[[ Input data, beginning ]]
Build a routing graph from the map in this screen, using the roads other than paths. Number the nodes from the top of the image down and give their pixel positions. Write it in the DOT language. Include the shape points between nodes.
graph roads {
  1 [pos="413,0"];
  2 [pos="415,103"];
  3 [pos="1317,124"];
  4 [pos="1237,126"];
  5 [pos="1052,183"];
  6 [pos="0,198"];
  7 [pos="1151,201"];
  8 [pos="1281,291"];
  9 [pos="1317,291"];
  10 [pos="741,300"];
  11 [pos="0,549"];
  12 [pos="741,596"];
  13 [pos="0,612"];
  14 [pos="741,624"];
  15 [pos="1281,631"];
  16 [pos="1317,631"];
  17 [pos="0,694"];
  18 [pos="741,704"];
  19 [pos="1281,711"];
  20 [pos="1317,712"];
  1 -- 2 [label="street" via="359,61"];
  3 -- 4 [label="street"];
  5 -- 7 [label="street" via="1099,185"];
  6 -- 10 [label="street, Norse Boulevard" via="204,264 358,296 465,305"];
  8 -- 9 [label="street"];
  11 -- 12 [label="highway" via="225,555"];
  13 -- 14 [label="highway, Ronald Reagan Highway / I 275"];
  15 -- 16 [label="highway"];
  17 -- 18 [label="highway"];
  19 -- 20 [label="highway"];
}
[[ Input data, end ]]
Give every entry back unchanged. Leave none out.

* **Answer space**:
Build a routing graph from the map in this screen, using the roads other than paths. Number the nodes from the top of the image down and give their pixel positions. Write it in the DOT language. Include the shape points between nodes.
graph roads {
  1 [pos="413,0"];
  2 [pos="415,103"];
  3 [pos="1317,124"];
  4 [pos="1237,126"];
  5 [pos="1052,183"];
  6 [pos="0,198"];
  7 [pos="1151,201"];
  8 [pos="1281,291"];
  9 [pos="1317,291"];
  10 [pos="741,300"];
  11 [pos="0,549"];
  12 [pos="741,596"];
  13 [pos="0,612"];
  14 [pos="741,624"];
  15 [pos="1281,631"];
  16 [pos="1317,631"];
  17 [pos="0,694"];
  18 [pos="741,704"];
  19 [pos="1281,711"];
  20 [pos="1317,712"];
  1 -- 2 [label="street" via="359,61"];
  3 -- 4 [label="street"];
  5 -- 7 [label="street" via="1099,185"];
  6 -- 10 [label="street, Norse Boulevard" via="204,264 358,296 465,305"];
  8 -- 9 [label="street"];
  11 -- 12 [label="highway" via="225,555"];
  13 -- 14 [label="highway, Ronald Reagan Highway / I 275"];
  15 -- 16 [label="highway"];
  17 -- 18 [label="highway"];
  19 -- 20 [label="highway"];
}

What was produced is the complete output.